We suggest that reservation can be justified in principle on the basis of the public interest if it either secures a public good or offers consumer protection.  We therefore suggest that
reservation is justified in the public and consumer interest where, as a result of legal advice or representation, detriment to the consumer’s (a) liberty, (b) physical, mental, emotional or social well-being, or (c) property, could arise, and for which compensation after the event would not represent an adequate or reasonable remedy.  However, we do not think that this supports the reservation of all ‘solicitor services’.

 

Public good reservations

The LSI considers that the requirements of the rule of law, the administration of justice and access to justice, as well as the benefits to England and Wales of having a well functioning legal system, justify the continuing reservation of rights of audience, the conduct of litigation, and court-related reserved instrument activities.  Equally important
are the proper execution of the administration of oaths and notarial activities, for the effective administration of justice, and to support reliable social and trading relationships both domestically and internationally.

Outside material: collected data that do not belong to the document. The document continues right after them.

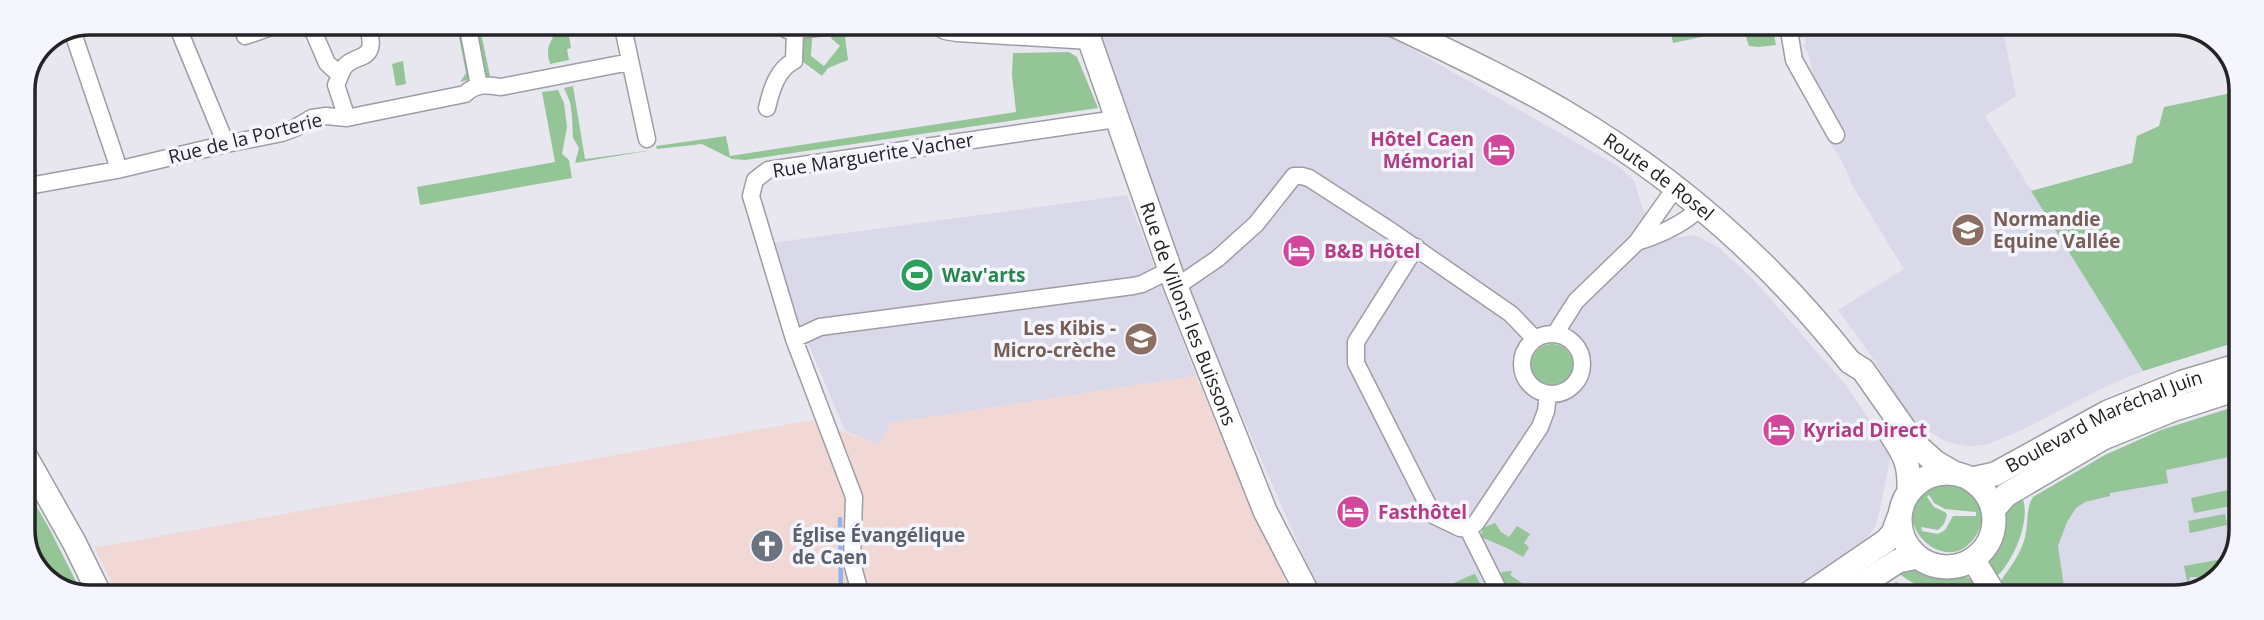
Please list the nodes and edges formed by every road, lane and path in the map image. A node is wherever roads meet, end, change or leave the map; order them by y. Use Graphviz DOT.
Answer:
graph roads {
  1 [pos="181,35"];
  2 [pos="248,35"];
  3 [pos="315,35"];
  4 [pos="369,35"];
  5 [pos="469,35"];
  6 [pos="625,35"];
  7 [pos="795,35"];
  8 [pos="1088,35"];
  9 [pos="1417,35"];
  10 [pos="1423,35"];
  11 [pos="1790,35"];
  12 [pos="245,36"];
  13 [pos="74,37"];
  14 [pos="1430,41"];
  15 [pos="631,62"];
  16 [pos="340,75"];
  17 [pos="479,86"];
  18 [pos="767,108"];
  19 [pos="347,118"];
  20 [pos="1116,119"];
  21 [pos="1836,135"];
  22 [pos="648,139"];
  23 [pos="226,144"];
  24 [pos="117,170"];
  25 [pos="35,185"];
  26 [pos="1675,187"];
  27 [pos="1701,207"];
  28 [pos="1637,242"];
  29 [pos="1416,247"];
  30 [pos="1173,279"];
  31 [pos="1555,334"];
  32 [pos="794,339"];
  33 [pos="1535,339"];
  34 [pos="1850,362"];
  35 [pos="2229,368"];
  36 [pos="2229,392"];
  37 [pos="1548,394"];
  38 [pos="35,473"];
  39 [pos="1962,476"];
  40 [pos="1909,490"];
  41 [pos="1993,510"];
  42 [pos="1899,517"];
  43 [pos="1468,529"];
  44 [pos="1917,557"];
  45 [pos="1973,559"];
  46 [pos="95,585"];
  47 [pos="858,585"];
  48 [pos="1303,585"];
  49 [pos="1496,585"];
  50 [pos="1822,585"];
  51 [pos="1861,585"];
  52 [pos="1989,585"];
  1 -- 23 [label="street"];
  2 -- 12 [label="street"];
  3 -- 16 [label="street"];
  4 -- 16 [label="street"];
  5 -- 17 [label="street"];
  6 -- 15 [label="street"];
  7 -- 18 [label="street"];
  8 -- 20 [label="street, Rue de Villons les Buissons"];
  9 -- 14 [label="street, Route de Rosel"];
  10 -- 14 [label="street, Route de Rosel"];
  11 -- 21 [label="street"];
  13 -- 24 [label="street"];
  14 -- 26 [label="street, Route de Rosel"];
  15 -- 17 [label="street, Rue de la Porterie"];
  15 -- 22 [label="street"];
  16 -- 19 [label="street"];
  17 -- 19 [label="street, Rue de la Porterie"];
  19 -- 23 [label="street, Rue de la Porterie"];
  20 -- 30 [label="street, Rue de Villons les Buissons"];
  20 -- 32 [label="street, Rue Marguerite Vacher"];
  23 -- 24 [label="street, Rue de la Porterie"];
  24 -- 25 [label="street, Rue de la Porterie"];
  26 -- 27 [label="street, Route de Rosel"];
  26 -- 28 [label="street"];
  27 -- 28 [label="street"];
  27 -- 34 [label="street, Route de Rosel"];
  28 -- 31 [label="street"];
  29 -- 30 [label="street"];
  29 -- 33 [label="street"];
  29 -- 43 [label="street"];
  30 -- 32 [label="street"];
  30 -- 48 [label="street, Rue de Villons les Buissons"];
  31 -- 33 [label="street"];
  31 -- 37 [label="street"];
  32 -- 47 [label="street, Rue Marguerite Vacher"];
  33 -- 37 [label="street"];
  34 -- 39 [label="street, Route de Rosel"];
  34 -- 40 [label="street, Route de Rosel"];
  35 -- 39 [label="street, Boulevard Maréchal Juin"];
  36 -- 41 [label="street, Boulevard Maréchal Juin"];
  37 -- 43 [label="street"];
  38 -- 46 [label="street"];
  39 -- 40 [label="street"];
  39 -- 41 [label="street"];
  40 -- 42 [label="street"];
  41 -- 45 [label="street"];
  42 -- 44 [label="street"];
  42 -- 50 [label="street"];
  43 -- 49 [label="street"];
  44 -- 45 [label="street"];
  44 -- 51 [label="street"];
  45 -- 52 [label="street"];
}
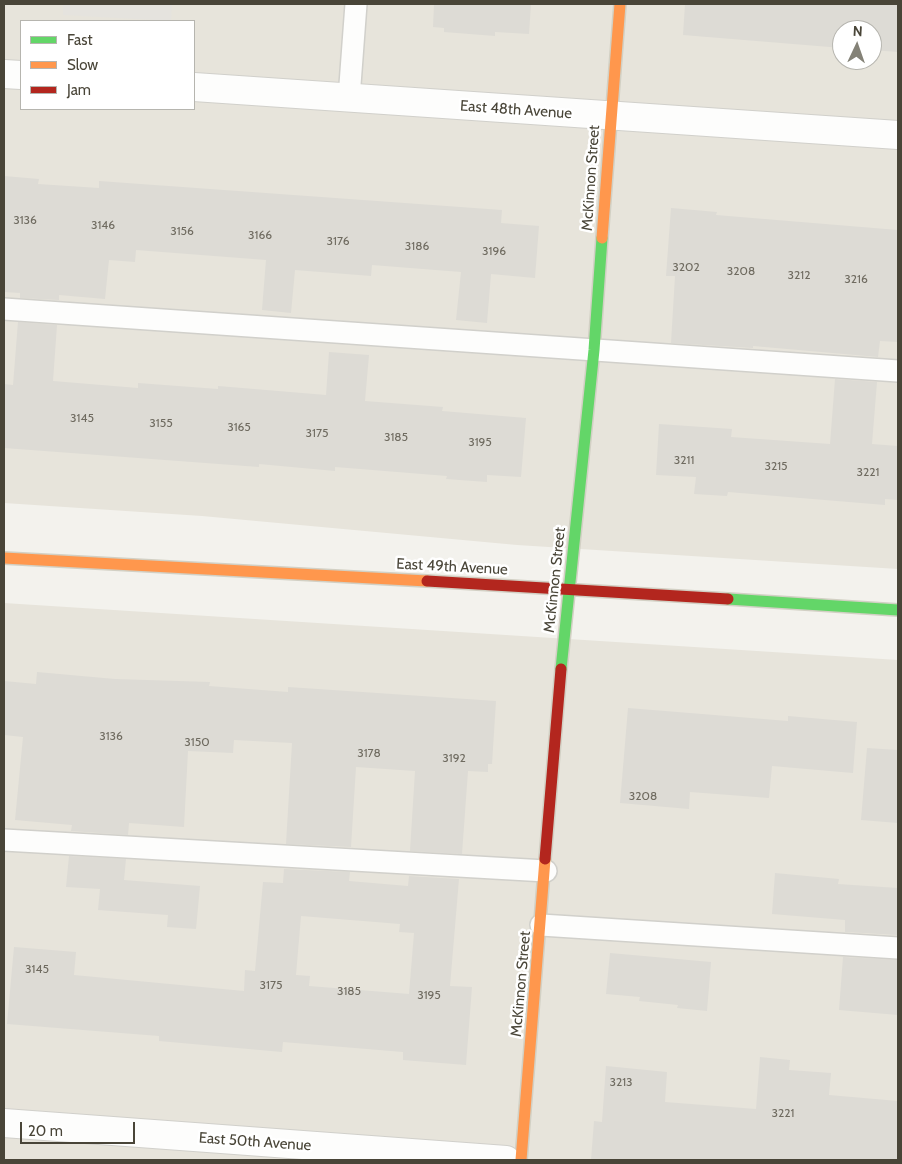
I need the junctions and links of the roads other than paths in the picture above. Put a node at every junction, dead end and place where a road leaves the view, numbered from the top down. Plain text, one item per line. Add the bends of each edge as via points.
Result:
1 (356, 4) edge
2 (620, 4) edge
3 (4, 74) edge
4 (20, 76) edge
5 (195, 87) edge
6 (349, 98) junction
7 (610, 117) junction
8 (898, 135) edge
9 (4, 309) edge
10 (594, 350) junction
11 (898, 371) edge
12 (4, 558) edge
13 (569, 589) junction
14 (898, 610) edge
15 (4, 840) edge
16 (546, 871) junction
17 (541, 926) junction
18 (898, 948) edge
19 (4, 1124) edge
20 (506, 1160) edge
21 (521, 1160) edge

1 - 6 lane
2 - 7 street, McKinnon Street
3 - 4 street
5 - 6 street, East 48th Avenue
6 - 7 street, East 48th Avenue
7 - 8 street, East 48th Avenue
7 - 10 street, McKinnon Street
9 - 10 lane
10 - 11 lane
10 - 13 street, McKinnon Street
12 - 13 street, East 49th Avenue
13 - 14 street, East 49th Avenue
13 - 16 street, McKinnon Street
15 - 16 lane
16 - 17 street, McKinnon Street
17 - 18 lane
17 - 21 street, McKinnon Street
19 - 20 street, East 50th Avenue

There is also a public good in having an effective and reliable property market.  In part, this arises from the support of conveyancing chains and simultaneous completions, which in turn are based on the credibility and enforceability of undertakings given by the authorised persons involved.  Rather than the current narrow reservation of preparing the contract and the instruments of transfer or charge (which does not address the public benefit that needs securing), we believe that there is a strong case for the extension of reserved instrument activities to include all conveyancing services.

We would also consider that immigration advice and services might now be added to the public good group of reservations – moving them into the mainstream of reserved legal activities from being regulated (but not reserved) under a parallel but largely identical regulatory framework.  This was in fact suggested in the White Paper that preceded the Legal Services Act, but was not followed through at the time.

 

Consumer protection reservations

Problems with a will are only likely to come to light after the death of the testator, and after-the-event remedies are not sufficient.  The LSI therefore believes that there is a strong consumer protection case to be made for the reservation of will writing.

The probate reservation is in our view the most contentious of the Act’s current list, and its narrow scope difficult to justify on public good or consumer protection grounds.   We therefore advocate its removal from the list of reserved legal activities, with a strong case then for a broader reservation of the administration of an estate following a grant of probate or letters of administration to protect against misappropriation or misadministration.

Finally, although insolvency practice and claims management services are both currently regulated, we could not see a sufficient justification for bringing them within the framework of reserved legal activities.